Hijos de todos y de nadie.

20 noviembre, 2018 8:10 pm

Grethel Quesada Quesada grethelquesadaq@hotmail.com

Esta sociedad moderna trae consigo muchos cambios. En algunos casos, esos ajustes han sido de bendición; por ejemplo: mujeres que salen del retraimiento emocional, paradigmas machistas y hasta de la agresión para convertirse en mujeres empoderadas, listas para desarrollar sus negocios propios, ocupando altos cargos jerárquicos en empresas de renombre, trayendo sustento y seguridad financiera a su hogar; mujeres que cambian la mentalidad de la sociedad haciéndose ver y oír en un mundo lleno de prejuicios femeninos; eso es parte del progreso necesario de la humanidad.

Cambios como estos, llevan a la gente a reevaluar sus prioridades al igual que los roles familiares. Cuando estos ajustes se hacen pensando en el bienestar de la familia en general, es maravilloso que todos se involucren con todos y asuman sus responsabilidades con compromiso, sin dejar de lado el desarrollo y la superación de cada miembro individualmente; pero cuando el éxito, satisfacción y ego personal de cada quién se vuelve lo más importante de atender, por lo general los hijos son los que terminan pagando la factura más cara. Tener hijos representa un ajuste abrupto en el estilo de vida. Éste cambio requiere un compromiso serio en aceptar y amar la labor de ser padres, involucrarse de lleno en la tarea, compartir las responsabilidades y desarrollar toda una logística familiar tal que nos permita hacerlos a ellos prioridad sin abandonar nuestros sueños personales.
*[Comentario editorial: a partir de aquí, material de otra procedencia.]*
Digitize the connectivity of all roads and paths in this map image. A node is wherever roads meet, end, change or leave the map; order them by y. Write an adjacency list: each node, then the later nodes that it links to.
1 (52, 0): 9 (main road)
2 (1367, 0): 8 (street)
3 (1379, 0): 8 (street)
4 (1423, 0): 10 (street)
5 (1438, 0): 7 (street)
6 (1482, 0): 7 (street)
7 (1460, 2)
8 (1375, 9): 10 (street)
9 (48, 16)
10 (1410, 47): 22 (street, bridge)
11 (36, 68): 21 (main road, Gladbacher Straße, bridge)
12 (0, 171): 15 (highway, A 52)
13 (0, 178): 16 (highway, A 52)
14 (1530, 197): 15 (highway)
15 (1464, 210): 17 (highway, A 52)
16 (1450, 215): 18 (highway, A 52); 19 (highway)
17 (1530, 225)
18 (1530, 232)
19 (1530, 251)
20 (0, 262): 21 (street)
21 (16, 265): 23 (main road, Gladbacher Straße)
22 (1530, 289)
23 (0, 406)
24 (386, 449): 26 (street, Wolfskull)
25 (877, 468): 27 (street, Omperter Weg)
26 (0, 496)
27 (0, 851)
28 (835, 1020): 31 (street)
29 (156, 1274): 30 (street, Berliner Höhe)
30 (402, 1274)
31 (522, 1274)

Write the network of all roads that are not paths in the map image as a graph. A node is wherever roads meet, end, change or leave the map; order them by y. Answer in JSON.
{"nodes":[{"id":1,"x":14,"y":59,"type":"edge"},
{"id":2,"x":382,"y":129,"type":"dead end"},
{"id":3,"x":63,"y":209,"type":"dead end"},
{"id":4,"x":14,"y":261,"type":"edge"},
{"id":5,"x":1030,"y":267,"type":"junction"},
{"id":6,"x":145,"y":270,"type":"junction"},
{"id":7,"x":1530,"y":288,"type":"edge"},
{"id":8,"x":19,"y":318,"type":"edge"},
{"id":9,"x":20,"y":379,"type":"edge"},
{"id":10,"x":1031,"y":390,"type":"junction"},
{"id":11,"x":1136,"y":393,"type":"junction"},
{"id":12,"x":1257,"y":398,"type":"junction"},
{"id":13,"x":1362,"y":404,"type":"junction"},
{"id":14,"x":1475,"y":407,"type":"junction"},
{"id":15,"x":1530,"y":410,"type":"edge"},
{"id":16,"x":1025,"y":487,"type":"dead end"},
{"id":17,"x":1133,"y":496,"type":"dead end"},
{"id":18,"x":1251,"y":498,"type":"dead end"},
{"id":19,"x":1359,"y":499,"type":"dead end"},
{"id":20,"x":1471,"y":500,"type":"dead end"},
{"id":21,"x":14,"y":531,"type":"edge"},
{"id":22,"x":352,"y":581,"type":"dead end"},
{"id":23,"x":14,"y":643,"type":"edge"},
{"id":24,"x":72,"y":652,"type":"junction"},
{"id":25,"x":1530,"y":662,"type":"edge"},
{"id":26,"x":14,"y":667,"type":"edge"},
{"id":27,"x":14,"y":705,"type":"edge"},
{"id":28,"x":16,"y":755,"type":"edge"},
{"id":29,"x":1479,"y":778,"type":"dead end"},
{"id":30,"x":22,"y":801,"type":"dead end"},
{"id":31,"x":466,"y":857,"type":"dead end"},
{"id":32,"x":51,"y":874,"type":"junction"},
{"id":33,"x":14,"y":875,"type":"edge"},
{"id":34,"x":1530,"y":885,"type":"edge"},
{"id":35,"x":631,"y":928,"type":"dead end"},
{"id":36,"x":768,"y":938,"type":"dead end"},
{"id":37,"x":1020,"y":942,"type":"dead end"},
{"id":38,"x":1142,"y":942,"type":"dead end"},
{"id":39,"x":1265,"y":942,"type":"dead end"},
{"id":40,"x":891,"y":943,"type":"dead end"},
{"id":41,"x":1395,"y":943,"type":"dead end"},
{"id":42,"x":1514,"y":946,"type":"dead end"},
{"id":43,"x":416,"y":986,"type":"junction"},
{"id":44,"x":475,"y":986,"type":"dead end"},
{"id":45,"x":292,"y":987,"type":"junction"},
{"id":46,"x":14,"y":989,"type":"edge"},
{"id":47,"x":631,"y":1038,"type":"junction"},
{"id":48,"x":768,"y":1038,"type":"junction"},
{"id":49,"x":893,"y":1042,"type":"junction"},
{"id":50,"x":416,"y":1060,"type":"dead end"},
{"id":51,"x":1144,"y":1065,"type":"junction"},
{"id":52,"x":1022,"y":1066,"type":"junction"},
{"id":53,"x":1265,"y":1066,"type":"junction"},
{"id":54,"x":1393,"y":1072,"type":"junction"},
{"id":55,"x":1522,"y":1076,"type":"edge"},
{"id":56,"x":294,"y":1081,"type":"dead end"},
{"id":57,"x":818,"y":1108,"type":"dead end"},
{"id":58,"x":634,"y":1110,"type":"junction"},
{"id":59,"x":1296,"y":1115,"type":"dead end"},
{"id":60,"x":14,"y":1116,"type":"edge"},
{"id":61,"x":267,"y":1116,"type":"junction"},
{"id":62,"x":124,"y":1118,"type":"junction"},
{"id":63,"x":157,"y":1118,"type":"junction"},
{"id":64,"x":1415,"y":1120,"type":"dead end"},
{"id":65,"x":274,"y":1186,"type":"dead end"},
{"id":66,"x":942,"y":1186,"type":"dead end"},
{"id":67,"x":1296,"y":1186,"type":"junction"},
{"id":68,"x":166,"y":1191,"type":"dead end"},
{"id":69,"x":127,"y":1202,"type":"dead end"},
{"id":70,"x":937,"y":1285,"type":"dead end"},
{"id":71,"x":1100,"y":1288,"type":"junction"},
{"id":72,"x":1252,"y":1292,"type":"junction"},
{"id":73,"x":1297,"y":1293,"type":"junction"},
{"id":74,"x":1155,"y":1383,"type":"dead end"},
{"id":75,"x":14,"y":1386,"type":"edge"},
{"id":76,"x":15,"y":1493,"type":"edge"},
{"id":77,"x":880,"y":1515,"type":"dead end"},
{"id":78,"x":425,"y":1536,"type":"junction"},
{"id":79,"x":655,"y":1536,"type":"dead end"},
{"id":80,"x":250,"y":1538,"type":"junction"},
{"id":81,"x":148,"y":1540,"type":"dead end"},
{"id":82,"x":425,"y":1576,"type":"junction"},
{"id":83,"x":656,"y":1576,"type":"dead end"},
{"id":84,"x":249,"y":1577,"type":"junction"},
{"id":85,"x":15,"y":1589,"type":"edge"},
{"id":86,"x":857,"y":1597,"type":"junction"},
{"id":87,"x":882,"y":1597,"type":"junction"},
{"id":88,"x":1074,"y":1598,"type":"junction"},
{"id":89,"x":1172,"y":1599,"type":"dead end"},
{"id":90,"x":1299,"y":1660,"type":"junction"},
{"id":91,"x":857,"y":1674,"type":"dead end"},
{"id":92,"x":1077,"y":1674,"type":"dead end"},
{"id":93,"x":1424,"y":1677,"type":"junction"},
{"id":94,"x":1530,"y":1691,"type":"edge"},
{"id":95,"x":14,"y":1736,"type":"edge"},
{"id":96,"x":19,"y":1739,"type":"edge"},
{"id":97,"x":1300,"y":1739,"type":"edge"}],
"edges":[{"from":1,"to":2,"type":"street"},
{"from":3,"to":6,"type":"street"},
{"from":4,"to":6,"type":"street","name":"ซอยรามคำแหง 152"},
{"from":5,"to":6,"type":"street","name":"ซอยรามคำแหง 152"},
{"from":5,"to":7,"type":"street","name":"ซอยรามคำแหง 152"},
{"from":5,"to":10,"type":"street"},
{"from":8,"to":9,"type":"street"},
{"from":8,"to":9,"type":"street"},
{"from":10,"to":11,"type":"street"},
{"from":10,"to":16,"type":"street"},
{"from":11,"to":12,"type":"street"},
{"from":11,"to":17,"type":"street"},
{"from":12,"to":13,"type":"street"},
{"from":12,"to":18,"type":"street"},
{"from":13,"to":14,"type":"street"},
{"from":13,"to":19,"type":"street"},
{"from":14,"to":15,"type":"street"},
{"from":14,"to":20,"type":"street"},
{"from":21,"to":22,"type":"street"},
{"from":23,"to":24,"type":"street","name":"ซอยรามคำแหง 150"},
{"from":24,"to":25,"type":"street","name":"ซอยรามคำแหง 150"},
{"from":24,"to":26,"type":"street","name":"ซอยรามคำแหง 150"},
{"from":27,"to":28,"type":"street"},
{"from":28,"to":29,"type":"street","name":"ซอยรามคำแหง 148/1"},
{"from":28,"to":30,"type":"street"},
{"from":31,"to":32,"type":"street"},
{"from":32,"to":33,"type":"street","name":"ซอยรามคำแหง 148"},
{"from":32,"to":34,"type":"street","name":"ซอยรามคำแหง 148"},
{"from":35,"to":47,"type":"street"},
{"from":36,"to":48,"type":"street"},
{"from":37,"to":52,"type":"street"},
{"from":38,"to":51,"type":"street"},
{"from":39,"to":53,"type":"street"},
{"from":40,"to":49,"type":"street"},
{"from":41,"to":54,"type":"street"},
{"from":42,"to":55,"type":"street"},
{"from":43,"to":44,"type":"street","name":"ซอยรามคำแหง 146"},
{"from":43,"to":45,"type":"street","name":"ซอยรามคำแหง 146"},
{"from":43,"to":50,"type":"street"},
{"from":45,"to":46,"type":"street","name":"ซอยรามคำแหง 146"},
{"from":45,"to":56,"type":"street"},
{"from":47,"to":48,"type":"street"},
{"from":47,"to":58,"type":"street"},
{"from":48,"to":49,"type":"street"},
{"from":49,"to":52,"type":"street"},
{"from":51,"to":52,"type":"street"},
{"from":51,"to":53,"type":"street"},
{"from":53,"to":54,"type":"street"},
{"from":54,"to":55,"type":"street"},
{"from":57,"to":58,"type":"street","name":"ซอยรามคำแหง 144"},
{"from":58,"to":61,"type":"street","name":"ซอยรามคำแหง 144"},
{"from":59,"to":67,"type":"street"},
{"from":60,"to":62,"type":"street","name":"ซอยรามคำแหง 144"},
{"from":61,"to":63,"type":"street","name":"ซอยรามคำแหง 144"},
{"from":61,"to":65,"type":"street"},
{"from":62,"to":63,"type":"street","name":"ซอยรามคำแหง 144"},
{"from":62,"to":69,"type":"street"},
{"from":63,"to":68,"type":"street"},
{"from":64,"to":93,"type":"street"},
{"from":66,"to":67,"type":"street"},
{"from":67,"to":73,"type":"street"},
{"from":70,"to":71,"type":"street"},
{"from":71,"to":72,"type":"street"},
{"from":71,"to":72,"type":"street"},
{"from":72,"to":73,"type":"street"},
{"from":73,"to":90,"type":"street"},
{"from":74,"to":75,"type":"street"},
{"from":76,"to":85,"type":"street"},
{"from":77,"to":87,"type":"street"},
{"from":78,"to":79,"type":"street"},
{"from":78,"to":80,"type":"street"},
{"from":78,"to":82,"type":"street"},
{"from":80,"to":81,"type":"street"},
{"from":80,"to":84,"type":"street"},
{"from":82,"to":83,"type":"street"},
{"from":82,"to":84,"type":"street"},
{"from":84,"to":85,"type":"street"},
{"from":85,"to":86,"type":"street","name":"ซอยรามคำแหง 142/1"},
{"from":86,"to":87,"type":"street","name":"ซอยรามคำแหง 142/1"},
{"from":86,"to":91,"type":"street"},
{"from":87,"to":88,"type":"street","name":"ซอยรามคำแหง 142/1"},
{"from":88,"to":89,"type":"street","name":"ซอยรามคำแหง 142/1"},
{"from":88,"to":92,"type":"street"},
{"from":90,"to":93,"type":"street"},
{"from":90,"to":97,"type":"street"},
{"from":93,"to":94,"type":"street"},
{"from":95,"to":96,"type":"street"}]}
En esta sociedad líquida, materialista, volátil y hedonista, en algunos casos, tanto hombres como mujeres dan por sentado su paternidad, participando como tales de una manera sumamente superficial y básica, inclusive abandonando sus hijos aunque los tengan a la par. La Biblia dice en Salmo 127:3 “He aquí, herencia de Jehová son los hijos, cosa de estima es el fruto del vientre”. Una herencia se estima, se asume con agradecimiento, responsabilidad y amor; se cuida, se invierte en ella, se le atiende, se le prepara para que fructifique; una herencia no se abandona, no se desestima o se deja por ahí perdiéndose.

¿Qué valor le das tú a tus hijos? ¿Es más importante realizarte profesional y económicamente que ser padre o madre? Cuando la realización personal o el deseo de satisfacción propio de los adultos esta por encima del valor de los hijos, estos terminan siendo hijos de todos porque la destrozada sociedad en las calles los asume y maleduca y terminan siendo hijos de nadie porque la ausencia emocional y espiritual de los padres los hace huérfanos del alma.

Revalora tus afectos, determina prioridades y estima lo que realmente debe ser altamente estimable.